Other things to test:

If you modify the requirements file and then re-call pip-sync-faster it will call pip-sync
If you call it with a different requirements file it will call pip-sync. If you then call it with the first requirements file again it'll call pip-sync again
Calling it with multiple requirements files. If you call it again without changing any of the requirements files it won't call pip-sync. If you change any of them it will
If you call it with a different set of requirements files (even a subset of what you previously called it with) it will call pip-sync

jon-betts

Would this benefit from following a more standard script pattern?

I think there's an opportunity here to make it clearer that this is a script, which would help understanding how it works and also avoid all of the testing woes noted in the ticket.

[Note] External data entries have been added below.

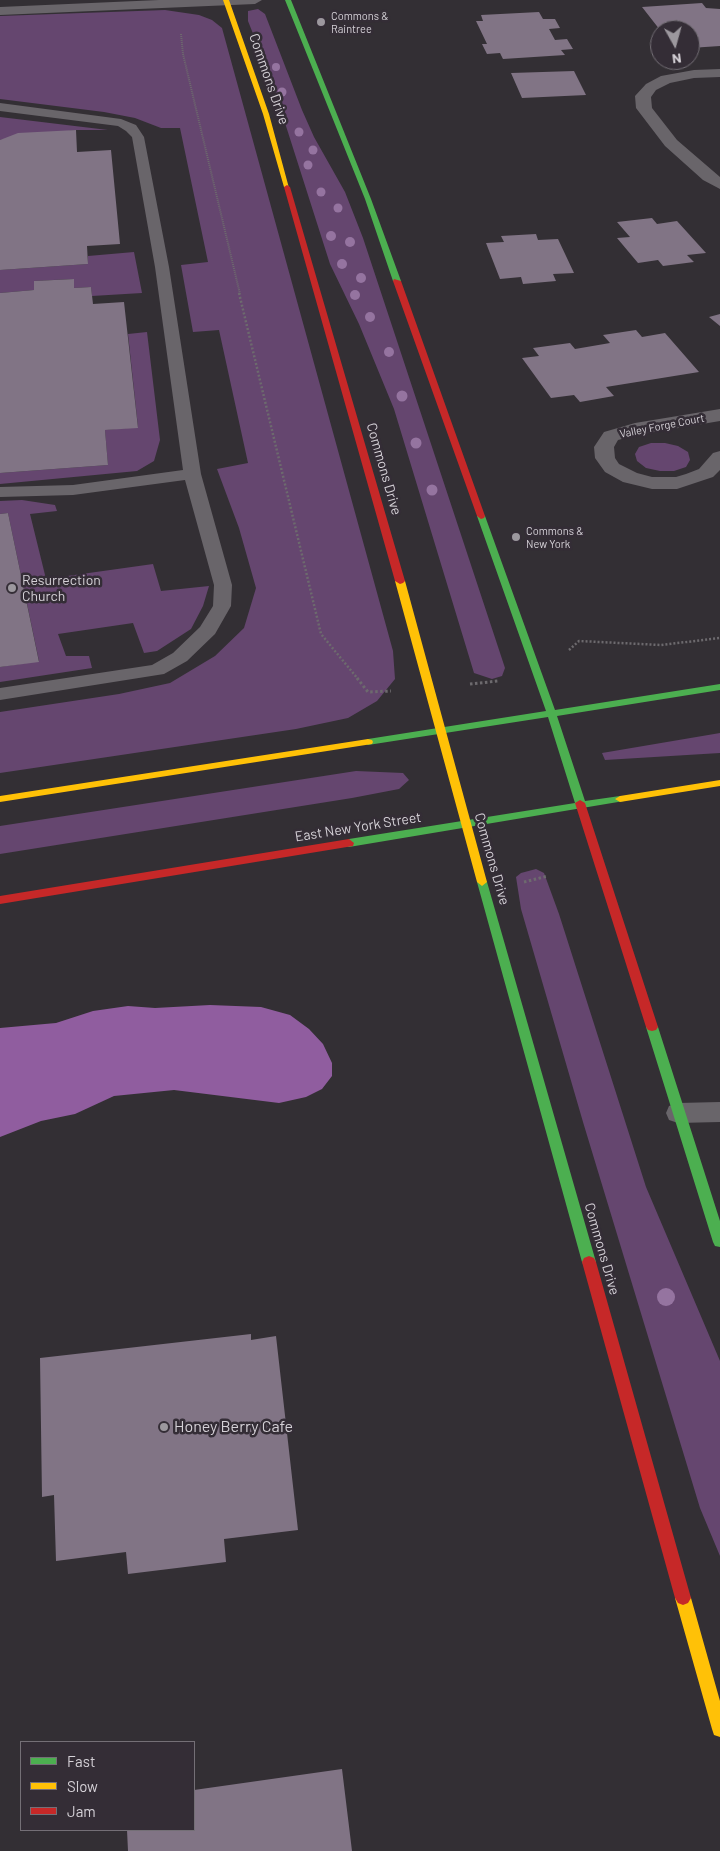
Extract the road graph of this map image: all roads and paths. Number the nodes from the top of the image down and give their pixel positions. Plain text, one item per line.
1 (255, 0) edge
2 (288, 0) edge
3 (226, 1) edge
4 (0, 11) edge
5 (181, 30) dead end
6 (720, 73) edge
7 (0, 107) edge
8 (720, 184) edge
9 (720, 415) edge
10 (720, 457) edge
11 (192, 474) junction
12 (0, 492) edge
13 (720, 638) edge
14 (537, 677) junction
15 (720, 687) edge
16 (430, 688) junction
17 (0, 694) edge
18 (551, 712) junction
19 (441, 730) junction
20 (720, 783) edge
21 (0, 799) edge
22 (580, 807) junction
23 (466, 825) junction
24 (548, 876) dead end
25 (522, 882) dead end
26 (0, 900) edge
27 (720, 1112) edge
28 (678, 1113) junction
29 (720, 1242) edge
30 (720, 1729) edge

1 - 3 street
2 - 14 street
3 - 4 street
3 - 16 street, Commons Drive
5 - 16 path
6 - 8 street
7 - 11 lane
9 - 10 street, Valley Forge Court
11 - 12 lane
11 - 17 lane
13 - 14 path
14 - 16 path
14 - 18 street
15 - 18 street
16 - 19 street, Commons Drive
18 - 19 street
18 - 22 street
19 - 21 street
19 - 23 street, Commons Drive
20 - 22 street, East New York Street
22 - 23 street, East New York Street
22 - 28 street
23 - 26 street, East New York Street
23 - 30 street, Commons Drive
24 - 25 path
27 - 28 lane
28 - 29 street

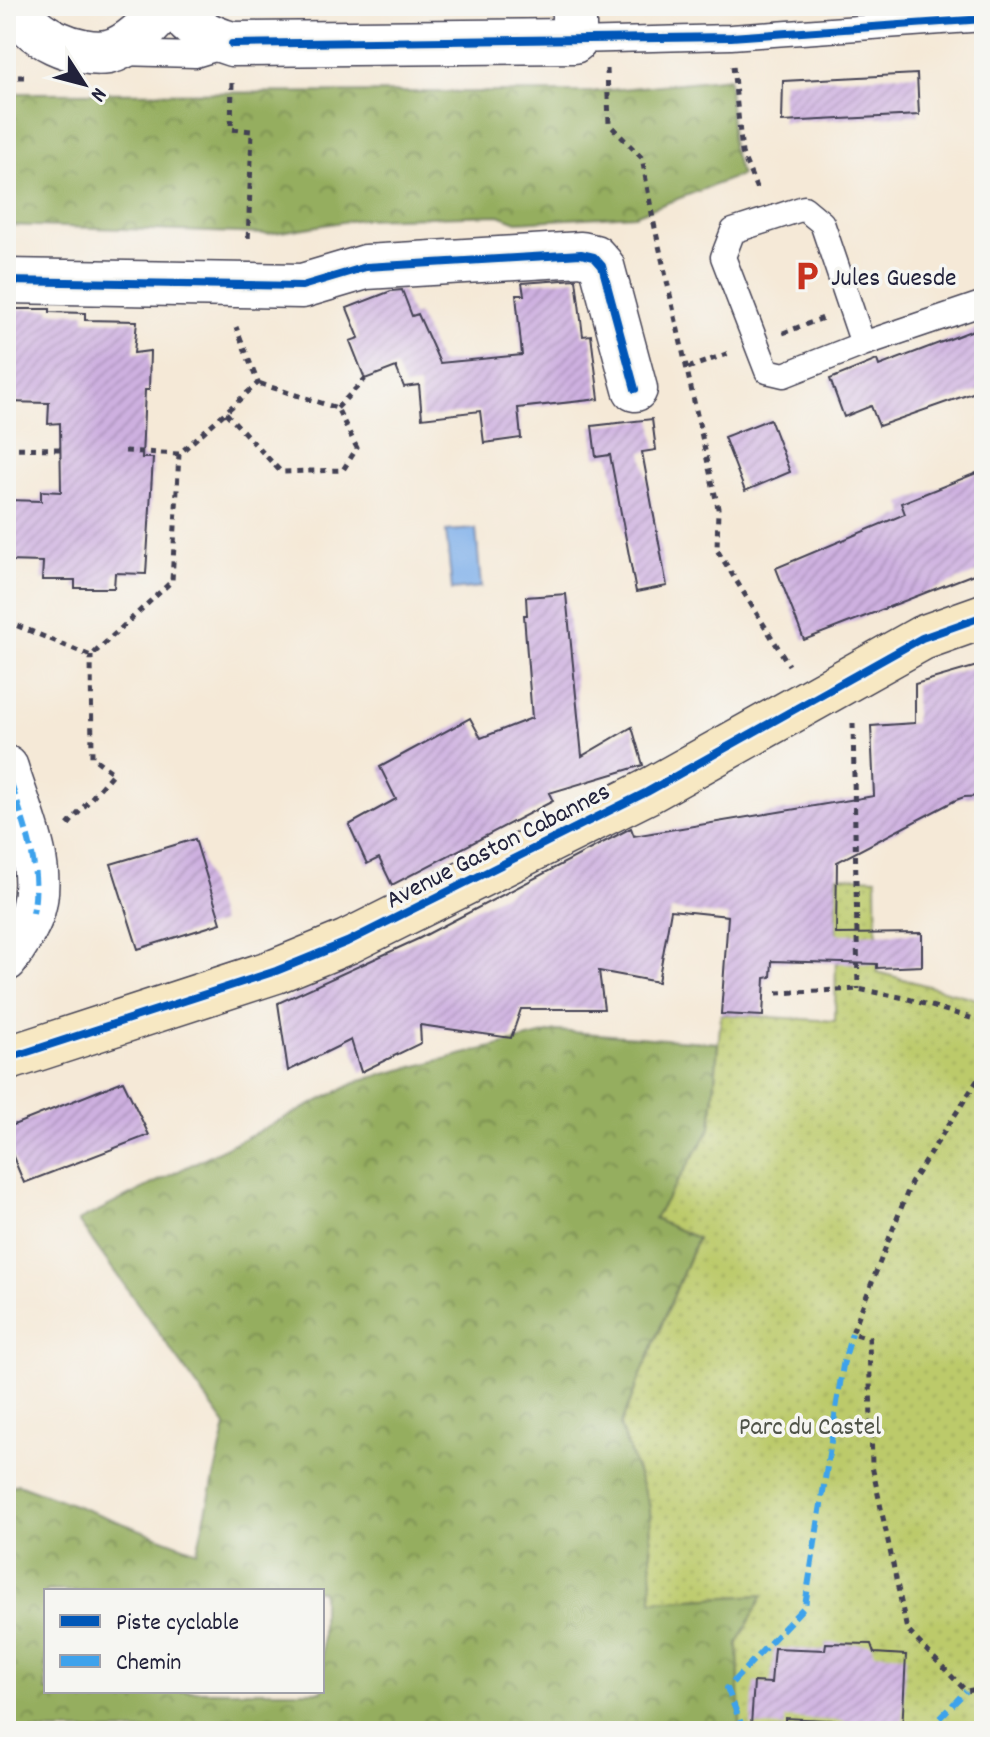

We have a pretty common pattern in a lot of our scripts (along with chmod +x for extra points) which I think we can follow here:

#!/usr/bin/env python

from argparse import ArgumentParser

parser = ArgumentParser(description="A tool for ...")
...

def main():
    args = parser.parse_args()
    ...

if __name__ == '__main__':
    main()

That won't work verbatim here as there are more complex arg parsing requirements, but the general structure of the script could be followed. This has a few nice features:

It's obvious it's intended to be used as a script (not a library)
The docs for how to use it are integrated and front and center
You can use it directly on the command line, or test it

This would avoid having to install it into the env in order to test it.

Other stuff

The rest is mostly just random naming suggestions.

The only thing I'd say is definitely worth thinking about is whether pre-baked hashes in the tests is a better way to go. At the moment they use the code which is indirectly under test is used to setup the fixture.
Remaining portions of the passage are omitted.